What is particularly inequitable, however, is that the burgeoning cost of HumeLink is to be paid for entirely by NSW electricity consumers, through a hike in transmission tariffs estimated to be more than 50 per cent.
Why isn’t the NSW government protecting consumers by insisting that the major beneficiaries of HumeLink – being Snowy 2.0 and new wind and solar generators in southwest-NSW – pay their fair share of the costs they are incurring? Will the government allow future renewable developers to continue getting a free ride at the expense of electricity consumers?
An often disregarded consequence of new transmission lines is the impact on local communities and the environment. Few people welcome a 500kV overhead transmission line in their vicinity. No amount of money can compensate for the impact, especially in rural landscapes.
The enormity of HumeLink’s environmental impacts is indicated by its 9000 hectare construction corridor stretching 365km and the $0.5bn bank guarantee required from TransGrid to ensure biodiversity offsets are implemented.
Undergrounding is an alternative design increasingly applied for long-distance transmission in many overseas grids, especially by direct current. However, both TransGrid and AEMO are dismissing this alternative, claiming excessive capital costs, despite a detailed study by international experts concluding the extra cost for HumeLink is about 1.5 times or less.
Undergrounding brings many offsetting benefits, including less environmental and agricultural impact, no susceptibility to bushfires and weather-related outages and, most importantly, minimal opposition from landowners and local communities.
An underground HumeLink would have gained immediate social licence, avoiding the enormous angst, time and expenditure for both the communities and TransGrid in contesting the overhead proposal.

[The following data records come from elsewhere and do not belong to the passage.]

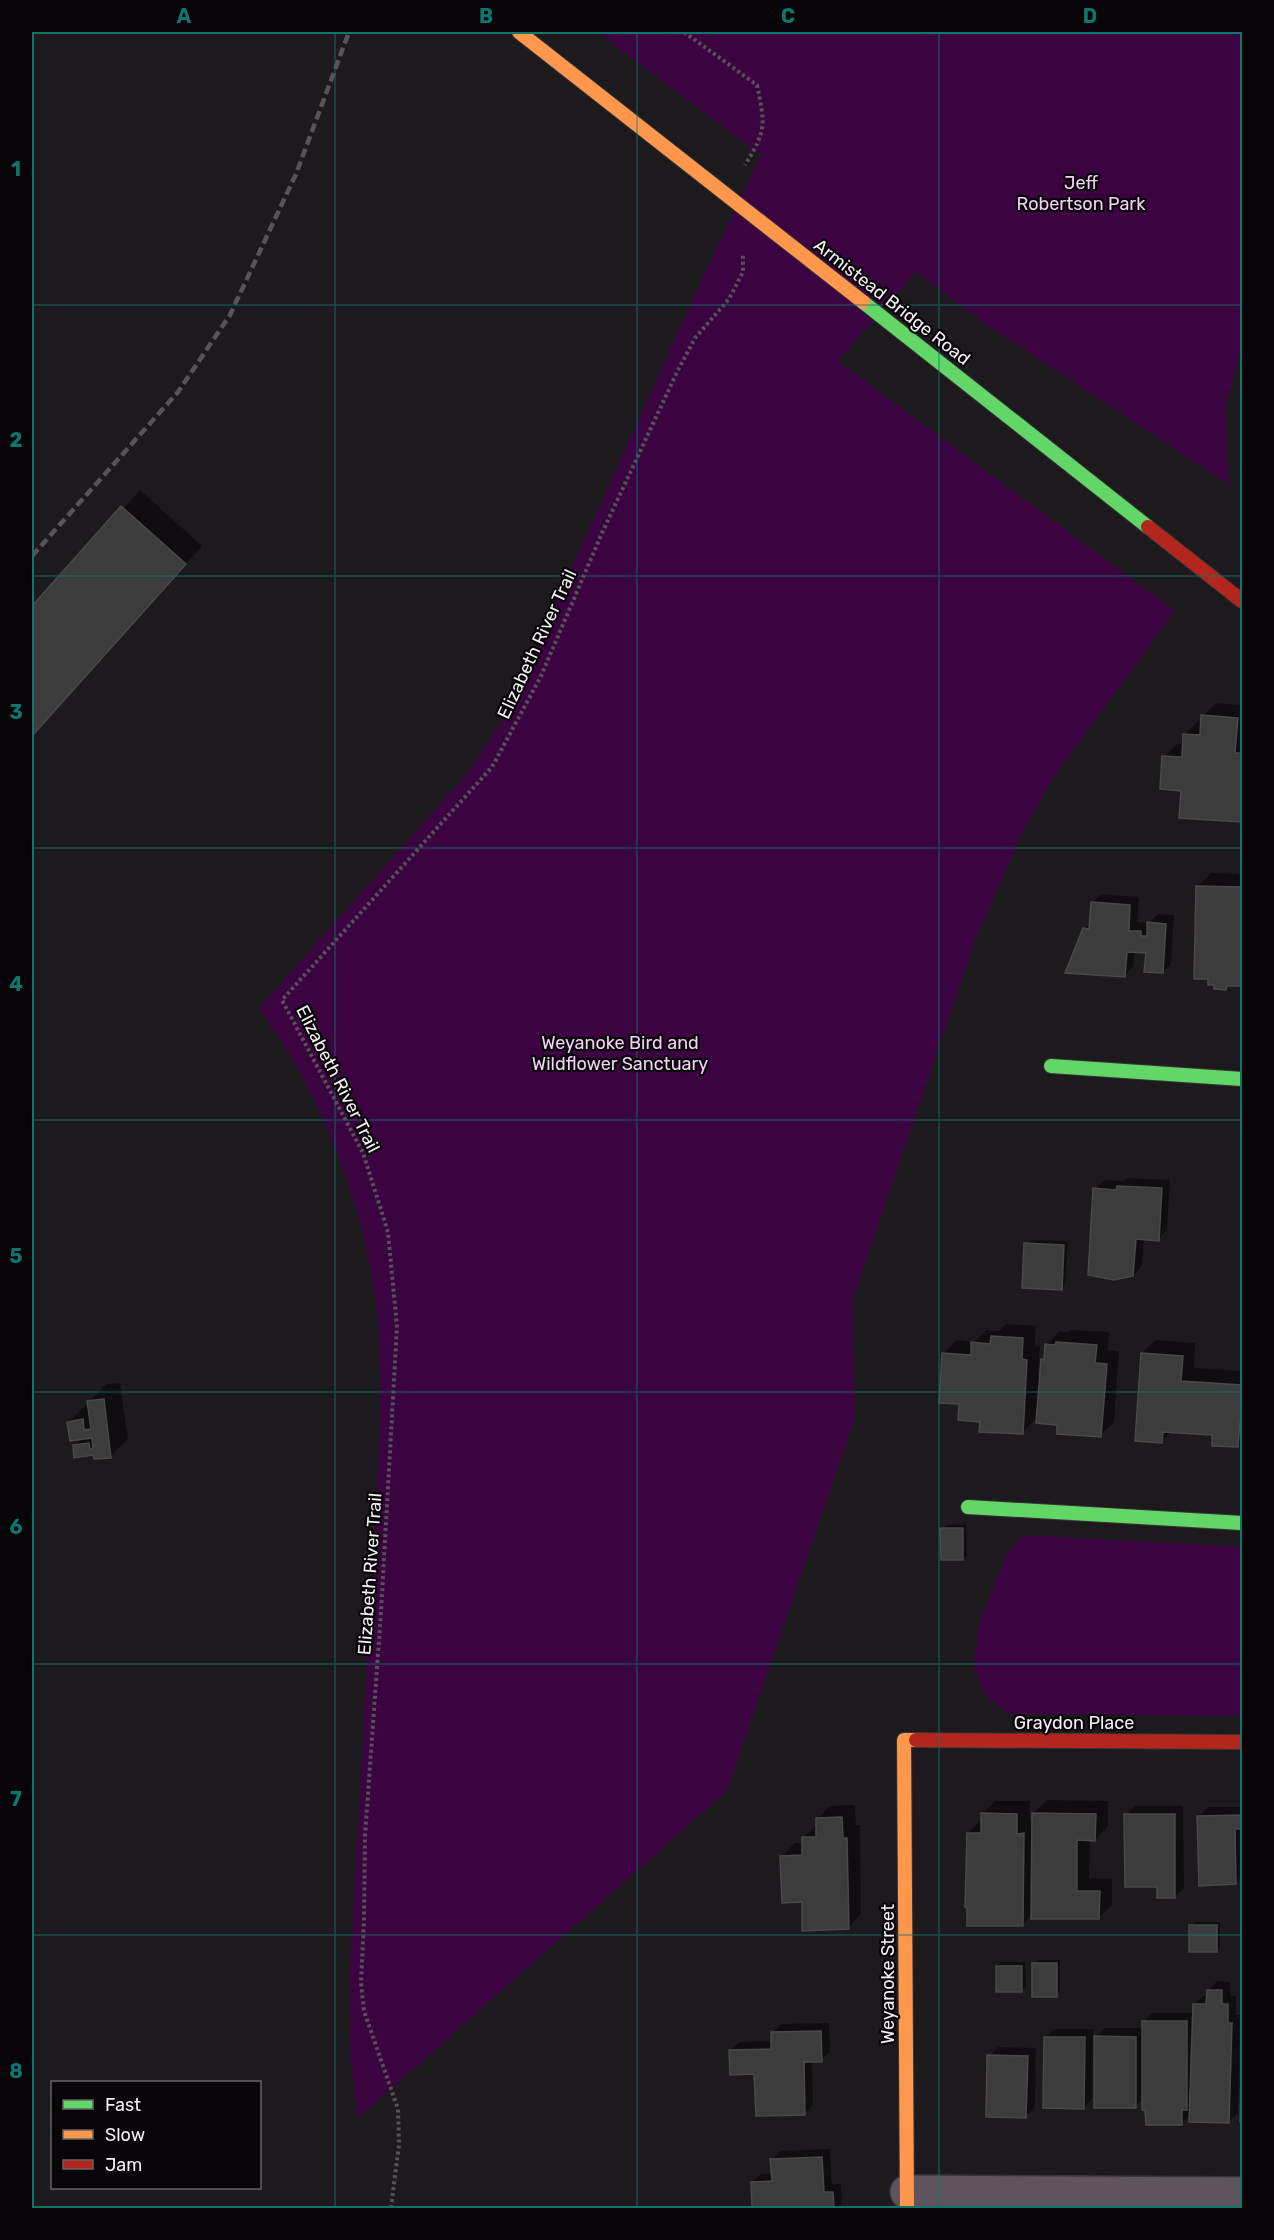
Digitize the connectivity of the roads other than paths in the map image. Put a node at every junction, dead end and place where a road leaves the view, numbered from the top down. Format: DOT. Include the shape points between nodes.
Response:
graph roads {
  1 [pos="519,32"];
  2 [pos="1242,601"];
  3 [pos="1051,1066"];
  4 [pos="1242,1079"];
  5 [pos="968,1506"];
  6 [pos="1242,1523"];
  7 [pos="904,1740"];
  8 [pos="1242,1742"];
  9 [pos="1242,2194"];
  10 [pos="907,2200"];
  1 -- 2 [label="street, Armistead Bridge Road"];
  3 -- 4 [label="street"];
  5 -- 6 [label="street"];
  7 -- 8 [label="street, Graydon Place"];
  7 -- 10 [label="street, Weyanoke Street"];
  9 -- 10 [label="street"];
}
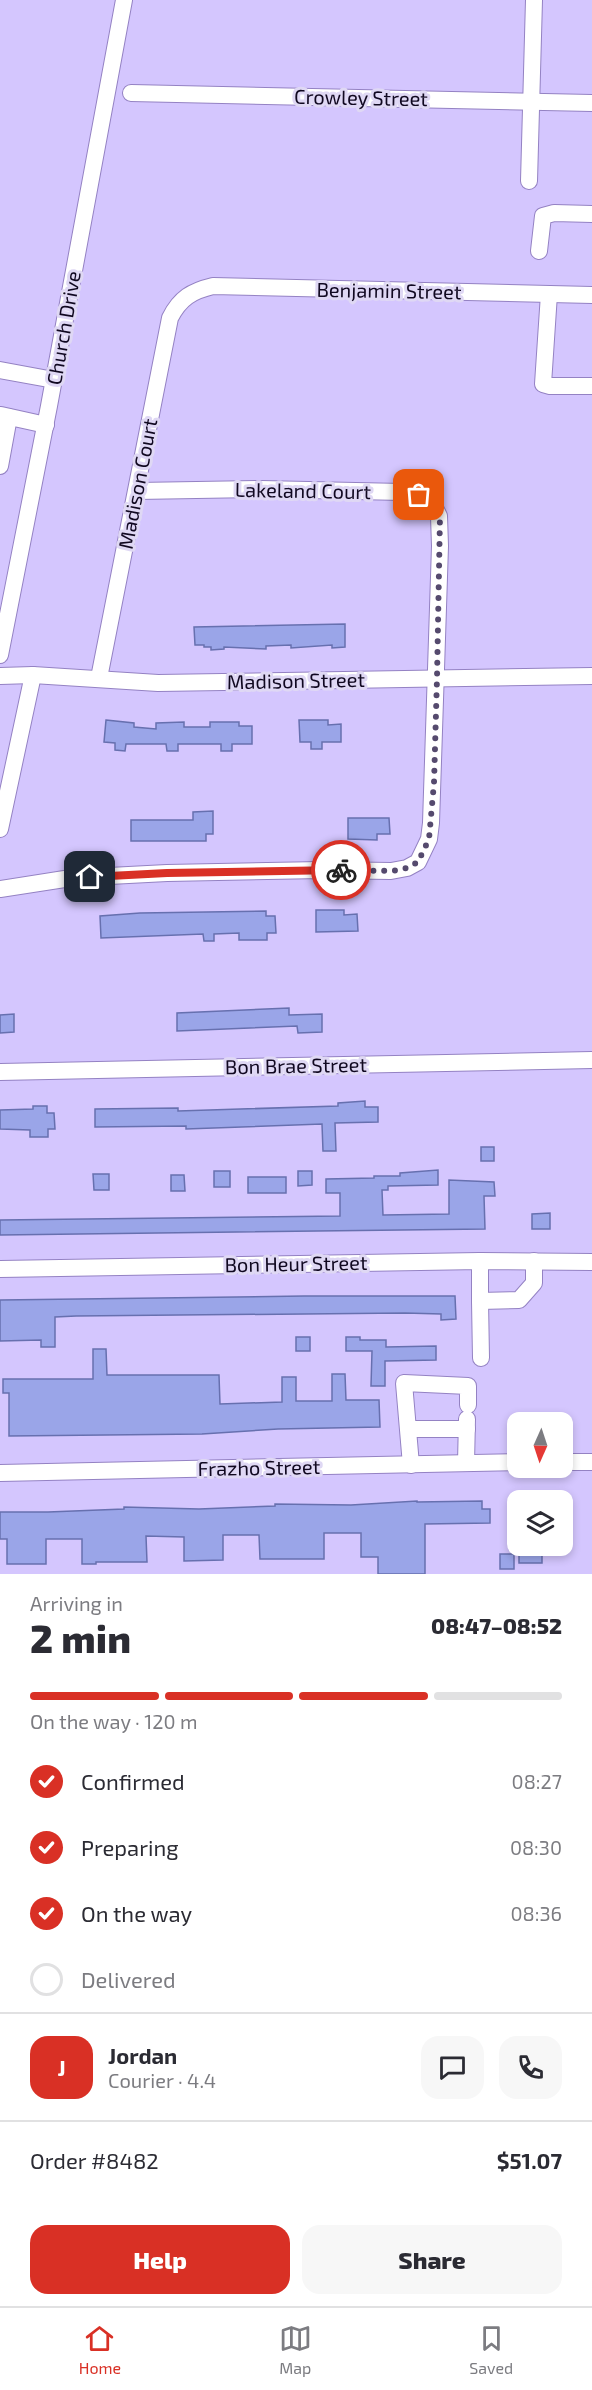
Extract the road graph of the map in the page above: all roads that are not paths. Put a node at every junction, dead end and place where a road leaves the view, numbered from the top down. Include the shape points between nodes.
1 (124, 0) edge
2 (534, 0) edge
3 (131, 93) dead end
4 (531, 102) junction
5 (592, 102) edge
6 (530, 181) dead end
7 (592, 214) edge
8 (539, 251) dead end
9 (549, 294) junction
10 (187, 295) joint
11 (592, 295) edge
12 (0, 370) edge
13 (54, 380) junction
14 (592, 386) edge
15 (5, 416) edge
16 (46, 425) junction
17 (0, 466) edge
18 (137, 491) junction
19 (2, 638) edge
20 (0, 655) edge
21 (33, 675) junction
22 (0, 676) edge
23 (592, 676) edge
24 (99, 678) junction
25 (437, 678) junction
26 (0, 829) edge
27 (0, 890) edge
28 (592, 1060) edge
29 (0, 1072) edge
30 (480, 1261) junction
31 (534, 1261) junction
32 (592, 1262) edge
33 (0, 1269) edge
34 (480, 1301) junction
35 (481, 1358) dead end
36 (467, 1417) junction
37 (409, 1429) junction
38 (507, 1462) edge
39 (573, 1462) edge
40 (592, 1462) edge
41 (466, 1463) junction
42 (411, 1465) junction
43 (0, 1473) edge

1 - 13 street, Church Drive
2 - 4 street
3 - 4 street, Crowley Street
4 - 5 street, Crowley Street
4 - 6 street
7 - 8 street via 543,216
9 - 10 street, Benjamin Street via 213,286
9 - 11 street, Benjamin Street
9 - 14 street via 543,384
10 - 18 street, Madison Court via 170,318
12 - 13 street
13 - 16 street, Church Drive
15 - 16 street
15 - 17 street
16 - 19 street, Church Drive
18 - 24 street, Madison Court
18 - 25 street, Lakeland Court via 404,492 431,500 440,516
19 - 20 street, Church Drive
21 - 22 street, Madison Street
21 - 24 street, Madison Street
21 - 26 street
23 - 25 street, Madison Street
24 - 25 street, Madison Street via 158,683
25 - 27 street, Lakeland Court via 429,839 418,862 407,868 70,878
28 - 29 street, Bon Brae Street
30 - 31 street, Bon Heur Street
30 - 33 street, Bon Heur Street
30 - 34 street
31 - 32 street, Bon Heur Street
31 - 34 street via 534,1283 519,1300
34 - 35 street
36 - 37 street
36 - 37 street via 468,1386 405,1383
36 - 41 street
37 - 42 street
38 - 41 street, Frazho Street
39 - 40 street
41 - 42 street, Frazho Street
42 - 43 street, Frazho Street

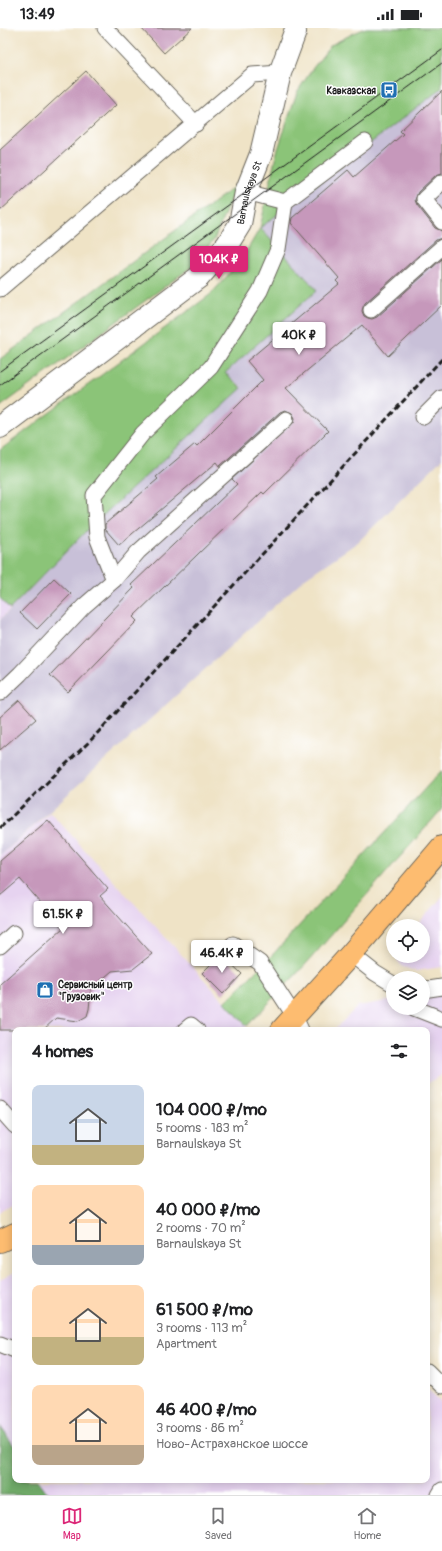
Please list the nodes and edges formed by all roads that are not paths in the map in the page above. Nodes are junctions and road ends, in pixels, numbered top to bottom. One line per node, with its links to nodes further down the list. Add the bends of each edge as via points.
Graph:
1 (105, 28): 4 (lane)
2 (298, 29): 3 (street, Barnaulskaya St)
3 (280, 73): 4 (lane, via 252,75); 7 (street, Barnaulskaya St, via 261,154)
4 (196, 124): 11 (lane)
5 (365, 142): 8 (lane)
6 (442, 182): 9 (lane, via 424,199)
7 (246, 192): 8 (lane); 16 (street, Barnaulskaya St, via 240,224 227,246 199,277)
8 (285, 202): 17 (lane, via 278,249 260,291 211,367 143,433 94,495 97,537)
9 (442, 222)
10 (442, 247): 12 (lane)
11 (0, 289)
12 (371, 310)
13 (442, 398): 14 (lane)
14 (423, 417)
15 (286, 419): 17 (lane, via 138,552)
16 (0, 427)
17 (114, 580): 18 (lane, via 84,606)
18 (0, 693)
19 (442, 846): 23 (main road)
20 (14, 933): 22 (lane)
21 (233, 944): 29 (lane, via 260,963)
22 (0, 946)
23 (351, 954): 24 (lane); 29 (main road)
24 (386, 980)
25 (442, 987): 26 (lane)
26 (430, 989)
27 (430, 1014): 28 (lane)
28 (442, 1019)
29 (293, 1026)
30 (0, 1109): 31 (lane)
31 (12, 1123)
32 (12, 1235): 33 (main road)
33 (0, 1241)
34 (0, 1344): 35 (lane)
35 (12, 1349)
36 (430, 1374): 37 (lane)
37 (442, 1386)
38 (442, 1490): 39 (lane)
39 (439, 1495)

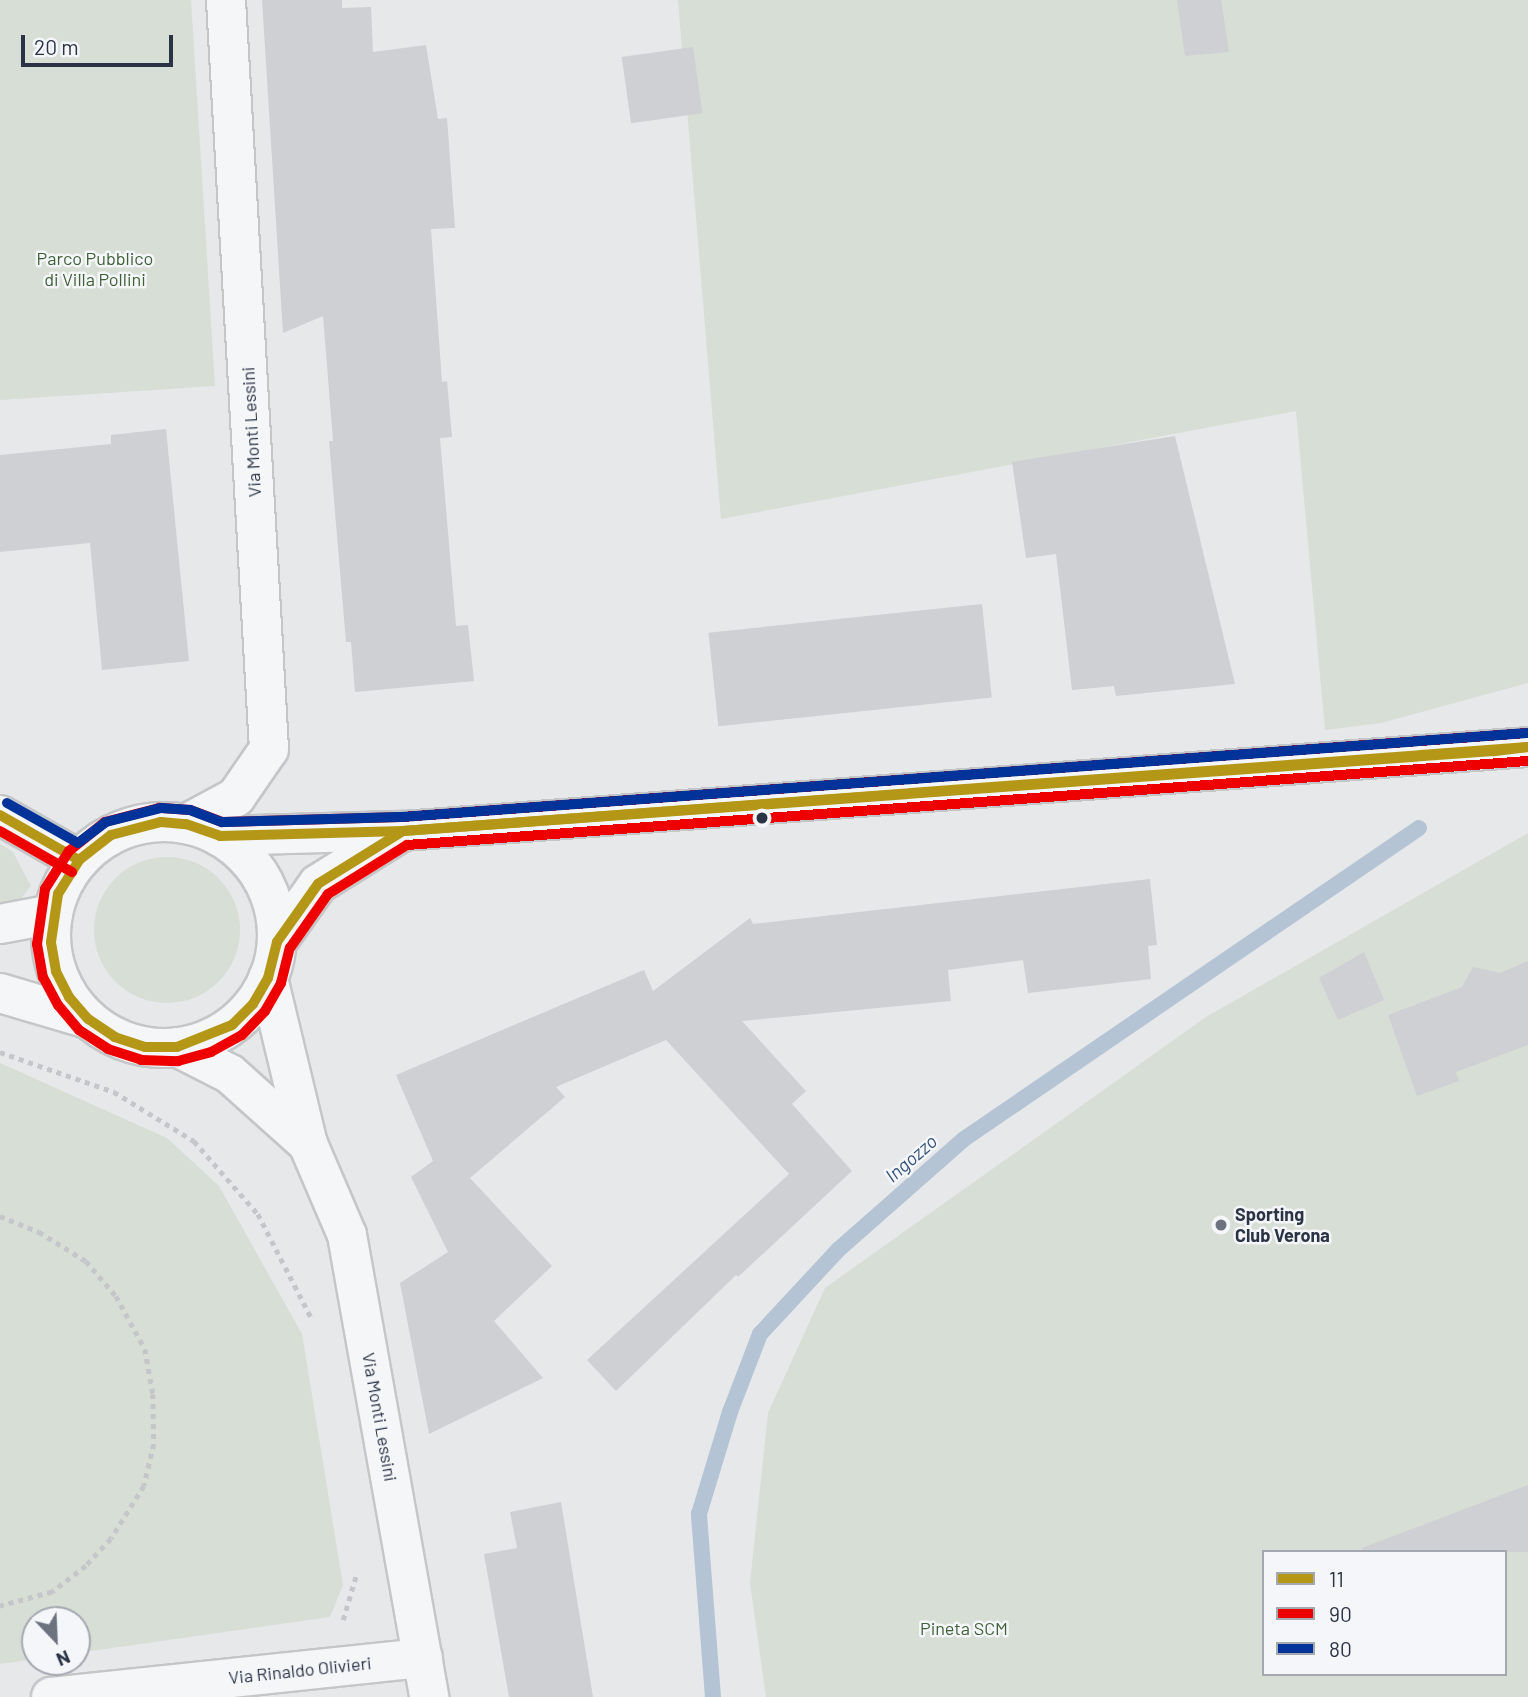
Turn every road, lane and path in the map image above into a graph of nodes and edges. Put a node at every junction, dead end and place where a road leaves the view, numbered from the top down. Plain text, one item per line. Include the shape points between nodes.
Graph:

Undergrounding won’t be appropriate in every location, but it should not continue to be automatically dismissed. Inexcusably, not one of the 10,000km of proposed transmission lines is being considered to be undergrounded.
And to cap it all off, HumeLink is undersized. It’s capacity of 2200MW cannot accommodate some 8000MW of claimed transmission services, including Snowy 2.0 (2200MW), future southwest-NSW renewable generators (3000MW), and interstate transfers with Victoria (1900MW) and South Australia (800MW).
Obviously, not all services will be required at the same time and in the same direction, but there will be periods of significant curtailment.
Expect HumeLink 2.0 to be proposed soon.
How did we end up with “one of the largest transmission projects in the state’s history” that is exorbitantly expensive, has negative net benefits, is to be paid for entirely by electricity consumers, causes unprecedented social and environmental impacts, and is undersized?
There can be no transition without transmission, as AEMO and TransGrid keep repeating. But the processes for proposing, assessing and funding the remaining 10,000km of transmission lines must be improved.
Ted Woodley is former managing director of PowerNet, GasNet, EnergyAustralia, China Light & Power Systems (Hong Kong).